To understand what you need to support USB in your embedded system it is important to understand the key pieces in a USB system. Here is a brief description. More detailed information is contained in the USB 2.0 spec maintained by the USB Implementers Forum.
Because USB is a host-controlled bus, the Host is a critical piece in a USB system. The Host detects the attachment of USB devices, determines the type of device, loads the appropriate drivers and manages the flow of data.
USB Devices (or peripherals) are function-specific devices that can be recognized and enumerated by a Host. Each device supports one or more pipes through which the Host can communicate. The Host uses an enumeration process to recognized USB Devices.

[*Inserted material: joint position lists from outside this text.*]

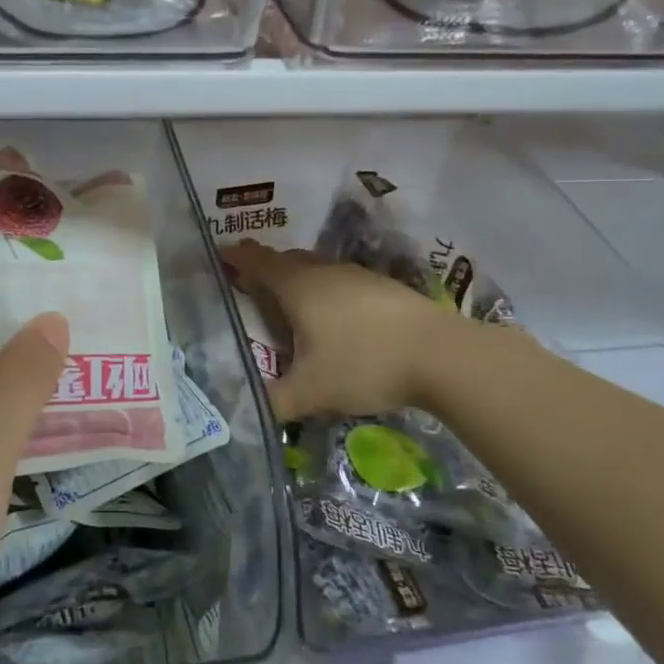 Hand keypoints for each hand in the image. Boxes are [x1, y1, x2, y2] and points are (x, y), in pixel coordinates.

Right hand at [223, 238, 463, 421]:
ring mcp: (358, 276)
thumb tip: (243, 410)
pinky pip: (342, 283)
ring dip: (300, 281)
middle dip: (267, 270)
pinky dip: (328, 293)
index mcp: (298, 287)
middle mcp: (325, 272)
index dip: (237, 258)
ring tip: (292, 307)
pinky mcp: (384, 288)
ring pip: (317, 270)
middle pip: (287, 262)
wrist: (443, 356)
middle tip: (251, 286)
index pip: (258, 262)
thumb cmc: (364, 364)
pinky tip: (336, 320)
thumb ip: (274, 400)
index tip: (220, 254)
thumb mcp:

USB Class Drivers are used to implement specific functions such as mass storage and communications. A class is a group of devices or interfaces which have common attributes with data streams having similar data formats. The Class is used by the Host to identify a driver responsible for managing the interface. Each type of USB function requires a corresponding class driver on both the host and device sides of the bus.
USB Controllers (Host and Device) are responsible for the physical connection between the Host and Device systems. Controller Drivers are required to initialize the hardware and prepare it to respond to the system software.
Differences from PC-based USB host systems
A USB host in an embedded system is quite different from that of a PC. A PC is a general, multi-purpose computing platform; an embedded system is usually a more narrowly defined, special purpose environment.
A USB host in a PC must be able to enumerate virtually any USB device. If the driver software is not available, it can prompt the user to install it. Because the embedded system is more narrowly defined it will only enumerate one or two USB device types. Usually the embedded system does not have a user interface or the I/O capability to install new drivers so all drivers must be pre-loaded into the system.
A USB device (peripheral) will have the same functionality whether it is used as part of an embedded application or if it is a PC peripheral.